CS5604, Unit SS

Edward A. Fox
Department of Computer Science, Virginia Tech, Blacksburg VA 24061-0106

Abstract:

Most computer users undertake some type of searching: in a text editor, with utilities like grep, or with special search systems. We begin with the most powerful string search system that is presently available, PAT (recently renamed OpenText, herein still referred to as PAT for historic reasons and because PAT is still a key part of OpenText) --- studying its use and the underlying algorithms and data structures. Chapter 5 explains these in detail, and a lecture provides clarification. The PAT User's Guide [1] and related exercises allow us to achieve a good working knowledge of the underlying model and its implementation.

Common string searching, on the other hand, simply takes a pattern and tries to find match(es) in a target string. Since this is such an important operation, fast algorithms are critical. Chapter 10 surveys the numerous algorithms, considers their strengths and weaknesses, and gives empirical performance data. Practice with the grep family of UNIX commands reinforces these results. Algorithm simulations help clarify the operation of the KMP and Boyer-Moore algorithms.

This Unit has 2 chapters, 2 exercises, 2 lectures, and a session in the laboratory.

1. Unit Highlights

Lecture/Motivating Question:
When is string matching the best approach for searching, and what are the tradeoffs in those situations regarding using Patricia trees/arrays vs. string search?

Special Class Presentations:
There will be lectures on PAT and Patricia trees/arrays, and on string searching. Also, the class will meet for a laboratory session.

Computer Exercises:
Exercises with PAT and the grep tools will help make the concepts clear.

2. Introduction

The most common type of search is string searching, covered in Chapter 10. UNIX has the grep family of search tools, and they are among the most frequently used UNIX commands, consuming a large share of the CPU and disk resources of many systems.

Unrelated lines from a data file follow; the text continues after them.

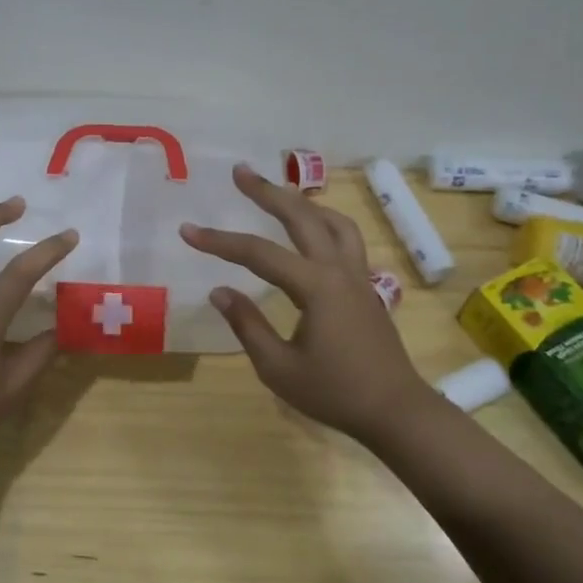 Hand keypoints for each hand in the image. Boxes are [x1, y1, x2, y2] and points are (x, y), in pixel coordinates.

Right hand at [181, 164, 432, 447]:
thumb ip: (247, 325)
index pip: (258, 254)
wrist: (396, 411)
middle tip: (240, 171)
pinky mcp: (365, 287)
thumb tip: (220, 291)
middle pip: (302, 217)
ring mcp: (357, 276)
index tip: (187, 230)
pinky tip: (311, 231)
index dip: (219, 241)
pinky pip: (346, 239)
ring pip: (333, 222)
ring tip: (278, 194)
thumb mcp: (278, 367)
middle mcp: (338, 270)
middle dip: (268, 192)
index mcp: (316, 287)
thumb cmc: (334, 393)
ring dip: (303, 202)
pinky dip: (324, 222) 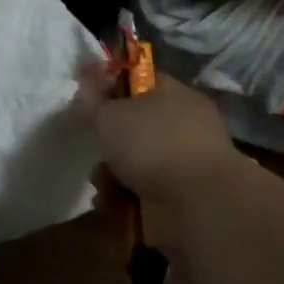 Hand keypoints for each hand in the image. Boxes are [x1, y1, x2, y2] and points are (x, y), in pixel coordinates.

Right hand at [93, 78, 247, 243]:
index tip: (86, 98)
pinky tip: (113, 202)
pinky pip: (140, 191)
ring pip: (133, 160)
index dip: (109, 84)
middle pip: (133, 124)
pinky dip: (122, 197)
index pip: (138, 78)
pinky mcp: (178, 199)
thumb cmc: (153, 145)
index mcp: (175, 95)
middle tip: (94, 143)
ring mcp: (183, 164)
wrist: (197, 207)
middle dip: (108, 138)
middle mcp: (182, 126)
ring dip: (110, 172)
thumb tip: (86, 76)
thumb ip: (93, 97)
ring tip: (103, 182)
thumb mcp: (111, 113) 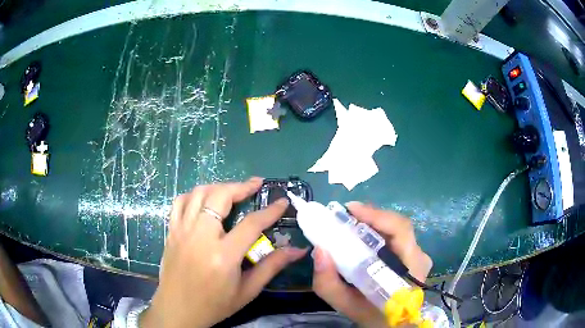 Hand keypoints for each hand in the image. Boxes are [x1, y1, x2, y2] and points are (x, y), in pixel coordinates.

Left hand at [140, 177, 306, 327]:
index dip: (271, 210)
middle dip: (241, 186)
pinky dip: (194, 195)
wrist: (178, 310)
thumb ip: (272, 266)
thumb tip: (298, 250)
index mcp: (223, 255)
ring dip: (218, 187)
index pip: (251, 224)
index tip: (282, 201)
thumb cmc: (215, 304)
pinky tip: (204, 200)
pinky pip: (180, 202)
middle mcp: (200, 237)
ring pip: (198, 194)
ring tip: (232, 191)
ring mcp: (182, 231)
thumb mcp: (248, 290)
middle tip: (255, 185)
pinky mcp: (171, 232)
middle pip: (220, 196)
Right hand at [312, 202, 431, 327]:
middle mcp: (419, 256)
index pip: (400, 230)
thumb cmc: (373, 316)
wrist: (392, 324)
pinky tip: (361, 235)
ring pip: (396, 230)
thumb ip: (328, 284)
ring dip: (373, 223)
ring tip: (349, 224)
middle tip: (344, 216)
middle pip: (398, 226)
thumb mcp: (347, 305)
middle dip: (370, 217)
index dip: (376, 215)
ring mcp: (418, 256)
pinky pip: (396, 237)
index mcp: (411, 268)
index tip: (350, 210)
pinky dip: (377, 232)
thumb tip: (319, 250)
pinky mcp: (414, 256) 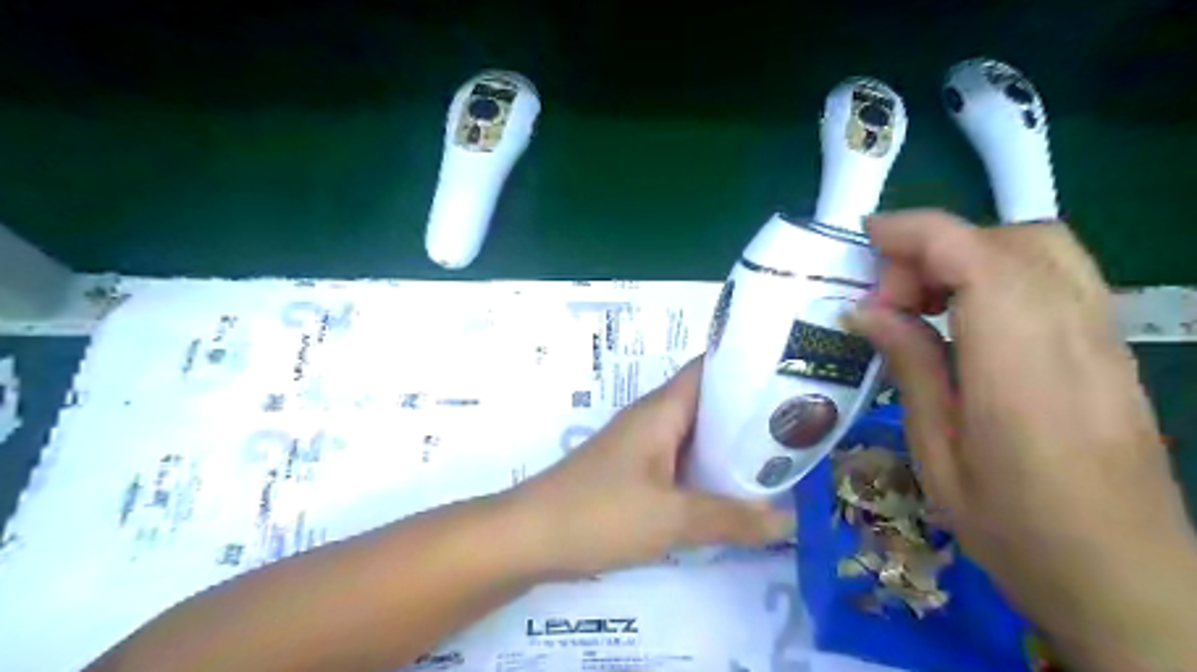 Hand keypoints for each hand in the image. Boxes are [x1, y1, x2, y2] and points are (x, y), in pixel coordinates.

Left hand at [505, 356, 792, 576]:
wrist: (528, 538)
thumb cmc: (599, 514)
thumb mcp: (672, 519)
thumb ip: (732, 519)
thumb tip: (790, 520)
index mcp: (662, 410)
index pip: (710, 368)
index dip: (749, 367)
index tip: (793, 377)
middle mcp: (653, 420)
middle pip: (709, 404)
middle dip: (750, 414)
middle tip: (800, 428)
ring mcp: (641, 448)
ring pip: (696, 437)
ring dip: (730, 447)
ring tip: (780, 460)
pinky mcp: (633, 475)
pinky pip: (680, 463)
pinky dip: (707, 472)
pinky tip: (733, 494)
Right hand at [841, 208, 1195, 665]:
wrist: (1123, 577)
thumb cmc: (1014, 527)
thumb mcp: (937, 452)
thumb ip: (910, 366)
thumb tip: (866, 310)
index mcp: (1019, 367)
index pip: (975, 257)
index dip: (916, 233)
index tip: (865, 240)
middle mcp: (1073, 334)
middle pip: (1011, 238)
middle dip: (938, 246)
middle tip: (892, 296)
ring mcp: (1103, 336)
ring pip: (1041, 247)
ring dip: (970, 253)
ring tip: (925, 302)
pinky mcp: (1111, 346)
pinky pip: (1058, 275)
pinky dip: (1002, 270)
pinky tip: (969, 318)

String searching using fast algorithms is reasonably efficient, and sometimes those same algorithms can be simply changed to work with specialized computer architectures (such as parallel processors, or fast disk subsystems, sometimes with search chips on each disk head).

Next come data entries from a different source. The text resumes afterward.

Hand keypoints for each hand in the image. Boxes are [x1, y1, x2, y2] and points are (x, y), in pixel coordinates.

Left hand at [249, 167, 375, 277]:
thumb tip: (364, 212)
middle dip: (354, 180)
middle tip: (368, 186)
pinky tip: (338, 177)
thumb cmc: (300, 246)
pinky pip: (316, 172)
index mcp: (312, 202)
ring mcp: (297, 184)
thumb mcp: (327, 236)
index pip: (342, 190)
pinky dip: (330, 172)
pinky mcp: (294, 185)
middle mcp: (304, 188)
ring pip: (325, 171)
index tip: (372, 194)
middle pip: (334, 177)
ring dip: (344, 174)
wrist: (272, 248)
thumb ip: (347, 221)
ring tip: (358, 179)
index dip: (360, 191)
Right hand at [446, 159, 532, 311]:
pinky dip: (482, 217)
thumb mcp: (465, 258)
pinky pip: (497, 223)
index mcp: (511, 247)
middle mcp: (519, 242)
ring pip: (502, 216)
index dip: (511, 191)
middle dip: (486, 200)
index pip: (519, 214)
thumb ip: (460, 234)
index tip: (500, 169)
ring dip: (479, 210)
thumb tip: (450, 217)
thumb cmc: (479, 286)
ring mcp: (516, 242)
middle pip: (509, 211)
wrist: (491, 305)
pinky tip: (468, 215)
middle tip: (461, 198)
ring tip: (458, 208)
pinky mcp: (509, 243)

Plain string matching is valuable in situations when there is no space to build supporting indexes, when searching occurs infrequently, when complex patterns are involved, when data is transient or generally encrypted, or as a post-processing operation on retrieved sets that must be further reduced in size. On the other hand, when there is repeated use to search a collection using strings or pattern expressions, such as for dictionary or literary analysis, then some type of supporting index is needed.

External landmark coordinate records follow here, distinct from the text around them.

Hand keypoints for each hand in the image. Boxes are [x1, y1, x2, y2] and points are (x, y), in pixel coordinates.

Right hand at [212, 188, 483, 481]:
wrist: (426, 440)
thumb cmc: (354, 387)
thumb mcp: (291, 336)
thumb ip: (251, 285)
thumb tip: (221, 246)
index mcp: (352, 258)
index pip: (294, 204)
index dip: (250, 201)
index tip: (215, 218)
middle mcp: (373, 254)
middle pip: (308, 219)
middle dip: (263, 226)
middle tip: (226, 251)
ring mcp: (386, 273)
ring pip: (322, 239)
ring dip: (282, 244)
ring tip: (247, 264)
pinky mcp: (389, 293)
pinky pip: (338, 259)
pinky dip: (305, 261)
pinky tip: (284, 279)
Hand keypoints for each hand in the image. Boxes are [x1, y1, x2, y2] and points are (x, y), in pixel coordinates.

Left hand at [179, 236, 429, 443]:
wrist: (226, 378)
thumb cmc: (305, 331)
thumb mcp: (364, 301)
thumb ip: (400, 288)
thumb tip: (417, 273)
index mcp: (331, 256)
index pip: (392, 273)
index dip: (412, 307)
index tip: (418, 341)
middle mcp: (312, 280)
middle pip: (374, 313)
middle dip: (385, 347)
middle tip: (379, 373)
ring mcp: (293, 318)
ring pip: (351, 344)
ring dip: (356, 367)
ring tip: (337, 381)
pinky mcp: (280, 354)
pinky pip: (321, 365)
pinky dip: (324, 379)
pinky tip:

Thus, PAT, a commercial system that uses Patricia trees and arrays, applies the algorithms and data structures discussed in Chapter 5. PAT's elegant model considers a collection as a long text string, and makes efficient use of the specialized supporting index structures. PAT will be used for searching a variety of test collections (i.e., 2), and to carry out a wide variety of operations that are well supported by Patricia trees.

3. Objectives

From the Course Objectives a key point is the objective to: critique, contrast, compare, and evaluate the efficiency, effectiveness, and utility of commercially available and research prototype systems for IS&R. We can operationalize this in terms of considering the PAT system and UNIX tools in the grep family. We can also look at the fundamental issues in this regard, involving data and files structures and their coupling with algorithms: building PAT trees and arrays, testing the many operations they support on real collections, and comparing the speed of various string matching schemes.

Another objective calls for students to: read and understand research contributions ... Certainly Chapter 5 is representative of the research literature, and Chapter 10 has some of that flavor as well as some of the attributes of a survey article.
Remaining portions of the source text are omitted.